Your instructions: Every line containing "Ricardo" should be copied out. Go through the entries and find them.

Stored data entries
◇ ◇ ◇ ◇ ◇ ◇ ◇
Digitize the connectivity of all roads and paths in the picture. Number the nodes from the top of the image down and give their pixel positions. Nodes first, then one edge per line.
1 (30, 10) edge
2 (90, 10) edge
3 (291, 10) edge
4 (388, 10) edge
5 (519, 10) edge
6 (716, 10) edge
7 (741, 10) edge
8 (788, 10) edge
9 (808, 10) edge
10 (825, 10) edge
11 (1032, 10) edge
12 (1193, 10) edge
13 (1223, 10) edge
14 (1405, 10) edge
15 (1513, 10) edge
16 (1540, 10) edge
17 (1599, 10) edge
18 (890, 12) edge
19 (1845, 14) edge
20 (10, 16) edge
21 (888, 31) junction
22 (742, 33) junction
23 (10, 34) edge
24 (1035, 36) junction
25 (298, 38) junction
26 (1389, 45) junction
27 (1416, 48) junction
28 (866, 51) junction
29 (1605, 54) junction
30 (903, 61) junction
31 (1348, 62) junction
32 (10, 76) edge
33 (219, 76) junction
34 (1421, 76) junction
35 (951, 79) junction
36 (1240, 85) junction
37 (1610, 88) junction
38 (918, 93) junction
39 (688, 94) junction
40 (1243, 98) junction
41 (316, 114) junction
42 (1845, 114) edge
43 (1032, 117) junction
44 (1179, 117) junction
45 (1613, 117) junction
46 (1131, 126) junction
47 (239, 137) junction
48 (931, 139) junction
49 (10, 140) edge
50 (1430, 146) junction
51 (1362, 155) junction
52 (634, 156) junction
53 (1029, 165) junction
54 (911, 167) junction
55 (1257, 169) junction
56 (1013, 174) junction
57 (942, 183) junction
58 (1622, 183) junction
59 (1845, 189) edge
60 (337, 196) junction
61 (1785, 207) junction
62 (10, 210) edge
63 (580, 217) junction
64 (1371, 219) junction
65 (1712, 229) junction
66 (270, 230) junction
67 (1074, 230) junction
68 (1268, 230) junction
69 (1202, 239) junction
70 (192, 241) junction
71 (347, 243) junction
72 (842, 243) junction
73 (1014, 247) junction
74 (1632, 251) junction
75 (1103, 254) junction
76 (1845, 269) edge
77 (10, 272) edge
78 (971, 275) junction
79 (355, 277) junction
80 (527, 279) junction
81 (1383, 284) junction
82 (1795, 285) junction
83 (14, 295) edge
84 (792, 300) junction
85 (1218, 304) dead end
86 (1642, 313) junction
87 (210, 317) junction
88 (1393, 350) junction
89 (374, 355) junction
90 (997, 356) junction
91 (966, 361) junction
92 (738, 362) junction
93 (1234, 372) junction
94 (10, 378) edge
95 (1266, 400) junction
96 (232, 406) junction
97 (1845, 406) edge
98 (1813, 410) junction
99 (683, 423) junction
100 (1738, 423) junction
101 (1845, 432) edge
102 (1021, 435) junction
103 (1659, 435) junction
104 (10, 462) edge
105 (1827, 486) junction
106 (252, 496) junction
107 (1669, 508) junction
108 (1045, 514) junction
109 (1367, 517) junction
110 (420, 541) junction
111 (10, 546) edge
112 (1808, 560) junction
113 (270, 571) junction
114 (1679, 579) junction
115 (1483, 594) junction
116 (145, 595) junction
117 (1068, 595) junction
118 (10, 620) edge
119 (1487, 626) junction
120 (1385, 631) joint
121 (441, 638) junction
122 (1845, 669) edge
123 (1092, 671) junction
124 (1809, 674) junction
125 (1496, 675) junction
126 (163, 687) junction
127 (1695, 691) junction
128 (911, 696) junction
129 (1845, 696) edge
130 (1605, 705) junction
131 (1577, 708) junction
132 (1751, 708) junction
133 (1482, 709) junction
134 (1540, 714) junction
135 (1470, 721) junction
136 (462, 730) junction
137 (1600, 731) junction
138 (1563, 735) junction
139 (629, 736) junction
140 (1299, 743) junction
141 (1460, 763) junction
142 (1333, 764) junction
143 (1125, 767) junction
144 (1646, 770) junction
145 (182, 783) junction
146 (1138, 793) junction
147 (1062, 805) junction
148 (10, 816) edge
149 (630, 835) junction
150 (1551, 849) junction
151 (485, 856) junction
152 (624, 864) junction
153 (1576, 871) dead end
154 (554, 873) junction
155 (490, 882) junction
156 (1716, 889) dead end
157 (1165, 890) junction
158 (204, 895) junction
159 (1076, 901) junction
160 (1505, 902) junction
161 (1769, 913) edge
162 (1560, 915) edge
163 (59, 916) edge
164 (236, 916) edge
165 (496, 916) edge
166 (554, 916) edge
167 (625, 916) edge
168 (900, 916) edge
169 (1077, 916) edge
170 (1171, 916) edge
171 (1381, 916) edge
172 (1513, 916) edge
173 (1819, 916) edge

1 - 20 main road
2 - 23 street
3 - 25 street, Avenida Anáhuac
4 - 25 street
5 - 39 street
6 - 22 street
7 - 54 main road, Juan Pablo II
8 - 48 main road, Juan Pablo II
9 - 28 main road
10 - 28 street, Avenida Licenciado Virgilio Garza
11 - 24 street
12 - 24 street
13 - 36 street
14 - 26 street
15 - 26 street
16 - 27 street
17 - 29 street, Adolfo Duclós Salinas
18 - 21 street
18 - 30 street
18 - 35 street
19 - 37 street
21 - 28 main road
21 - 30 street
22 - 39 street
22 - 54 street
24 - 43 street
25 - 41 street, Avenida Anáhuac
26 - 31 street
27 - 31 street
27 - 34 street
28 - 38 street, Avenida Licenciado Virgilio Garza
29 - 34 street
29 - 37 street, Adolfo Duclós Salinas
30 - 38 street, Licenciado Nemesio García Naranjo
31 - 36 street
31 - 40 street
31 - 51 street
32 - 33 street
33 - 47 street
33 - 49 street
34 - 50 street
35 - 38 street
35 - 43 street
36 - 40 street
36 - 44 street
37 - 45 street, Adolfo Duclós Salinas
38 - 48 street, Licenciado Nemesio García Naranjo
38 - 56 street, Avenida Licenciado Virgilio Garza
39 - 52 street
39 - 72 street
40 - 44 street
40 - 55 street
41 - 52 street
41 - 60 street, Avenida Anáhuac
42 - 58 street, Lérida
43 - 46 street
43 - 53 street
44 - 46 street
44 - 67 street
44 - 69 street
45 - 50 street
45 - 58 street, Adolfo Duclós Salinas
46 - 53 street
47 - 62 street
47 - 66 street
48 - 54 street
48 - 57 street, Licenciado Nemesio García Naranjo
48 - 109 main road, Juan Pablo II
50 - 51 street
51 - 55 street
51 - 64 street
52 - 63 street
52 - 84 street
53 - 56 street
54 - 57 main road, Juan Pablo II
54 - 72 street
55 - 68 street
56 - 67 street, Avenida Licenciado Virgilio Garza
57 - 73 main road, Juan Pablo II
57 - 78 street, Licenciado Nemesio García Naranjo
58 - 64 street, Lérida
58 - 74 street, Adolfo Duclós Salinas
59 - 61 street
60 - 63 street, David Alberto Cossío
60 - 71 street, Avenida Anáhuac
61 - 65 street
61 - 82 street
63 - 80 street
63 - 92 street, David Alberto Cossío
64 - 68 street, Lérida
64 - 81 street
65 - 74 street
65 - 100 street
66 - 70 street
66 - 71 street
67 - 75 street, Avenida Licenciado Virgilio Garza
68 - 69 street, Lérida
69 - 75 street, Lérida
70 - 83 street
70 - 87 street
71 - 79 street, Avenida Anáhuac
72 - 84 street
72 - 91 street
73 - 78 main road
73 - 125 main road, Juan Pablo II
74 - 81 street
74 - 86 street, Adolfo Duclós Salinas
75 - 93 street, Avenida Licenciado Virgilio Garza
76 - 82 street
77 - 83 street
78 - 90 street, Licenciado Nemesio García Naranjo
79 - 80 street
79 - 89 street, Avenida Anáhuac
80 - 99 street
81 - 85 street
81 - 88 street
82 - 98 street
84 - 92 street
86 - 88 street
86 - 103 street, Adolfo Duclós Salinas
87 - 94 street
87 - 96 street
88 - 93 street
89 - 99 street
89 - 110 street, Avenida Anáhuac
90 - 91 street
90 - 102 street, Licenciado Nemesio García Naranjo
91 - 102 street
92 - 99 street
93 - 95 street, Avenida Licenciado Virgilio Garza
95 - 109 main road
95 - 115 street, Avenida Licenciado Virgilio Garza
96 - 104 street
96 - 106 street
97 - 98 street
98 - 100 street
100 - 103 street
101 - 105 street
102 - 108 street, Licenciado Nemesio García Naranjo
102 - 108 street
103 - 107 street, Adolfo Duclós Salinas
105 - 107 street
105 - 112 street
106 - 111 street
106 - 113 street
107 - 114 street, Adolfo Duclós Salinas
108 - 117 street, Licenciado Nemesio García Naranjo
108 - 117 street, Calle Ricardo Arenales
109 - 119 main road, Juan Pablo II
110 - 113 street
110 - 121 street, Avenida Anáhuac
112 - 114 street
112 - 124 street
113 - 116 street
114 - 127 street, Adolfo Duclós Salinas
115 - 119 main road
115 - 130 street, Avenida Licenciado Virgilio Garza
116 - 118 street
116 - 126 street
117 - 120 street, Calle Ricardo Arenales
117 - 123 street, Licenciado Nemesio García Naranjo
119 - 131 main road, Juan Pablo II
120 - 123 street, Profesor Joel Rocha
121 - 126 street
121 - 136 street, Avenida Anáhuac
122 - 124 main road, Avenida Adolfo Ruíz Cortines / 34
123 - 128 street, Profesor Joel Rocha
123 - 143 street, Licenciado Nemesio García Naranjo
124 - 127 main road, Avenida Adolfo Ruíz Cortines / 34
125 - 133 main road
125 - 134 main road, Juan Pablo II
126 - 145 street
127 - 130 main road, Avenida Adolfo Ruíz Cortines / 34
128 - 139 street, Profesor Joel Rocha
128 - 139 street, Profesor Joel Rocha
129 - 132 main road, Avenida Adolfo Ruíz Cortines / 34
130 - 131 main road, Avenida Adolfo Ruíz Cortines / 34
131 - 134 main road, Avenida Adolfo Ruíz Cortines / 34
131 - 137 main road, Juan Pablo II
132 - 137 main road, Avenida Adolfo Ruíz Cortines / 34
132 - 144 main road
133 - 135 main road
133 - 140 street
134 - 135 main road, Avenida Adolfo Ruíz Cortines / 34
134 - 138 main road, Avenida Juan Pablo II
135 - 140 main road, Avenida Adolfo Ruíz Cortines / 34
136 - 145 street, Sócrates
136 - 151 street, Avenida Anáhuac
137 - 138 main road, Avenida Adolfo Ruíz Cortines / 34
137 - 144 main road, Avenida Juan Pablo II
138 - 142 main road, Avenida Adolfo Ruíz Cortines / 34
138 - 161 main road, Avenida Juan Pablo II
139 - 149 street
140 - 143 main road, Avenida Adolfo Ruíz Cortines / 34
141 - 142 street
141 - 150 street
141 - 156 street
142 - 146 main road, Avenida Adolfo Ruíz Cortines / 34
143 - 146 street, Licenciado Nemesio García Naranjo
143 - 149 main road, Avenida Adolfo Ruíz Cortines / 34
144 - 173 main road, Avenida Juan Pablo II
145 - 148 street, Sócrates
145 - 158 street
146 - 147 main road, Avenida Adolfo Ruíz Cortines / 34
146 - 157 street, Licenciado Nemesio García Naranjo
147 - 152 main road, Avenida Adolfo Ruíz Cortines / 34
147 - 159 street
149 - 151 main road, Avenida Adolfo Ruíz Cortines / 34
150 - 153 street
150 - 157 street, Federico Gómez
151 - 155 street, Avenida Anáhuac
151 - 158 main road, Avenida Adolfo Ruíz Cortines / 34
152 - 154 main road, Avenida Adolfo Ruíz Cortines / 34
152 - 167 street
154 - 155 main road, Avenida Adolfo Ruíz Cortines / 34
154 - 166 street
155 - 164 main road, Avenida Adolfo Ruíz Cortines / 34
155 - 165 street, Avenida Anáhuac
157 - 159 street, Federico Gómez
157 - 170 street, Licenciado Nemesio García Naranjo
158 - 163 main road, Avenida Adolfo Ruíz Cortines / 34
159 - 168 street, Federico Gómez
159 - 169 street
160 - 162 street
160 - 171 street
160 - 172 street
◇ ◇ ◇ ◇ ◇ ◇ ◇
Answer box:
108 - 117 street, Calle Ricardo Arenales
117 - 120 street, Calle Ricardo Arenales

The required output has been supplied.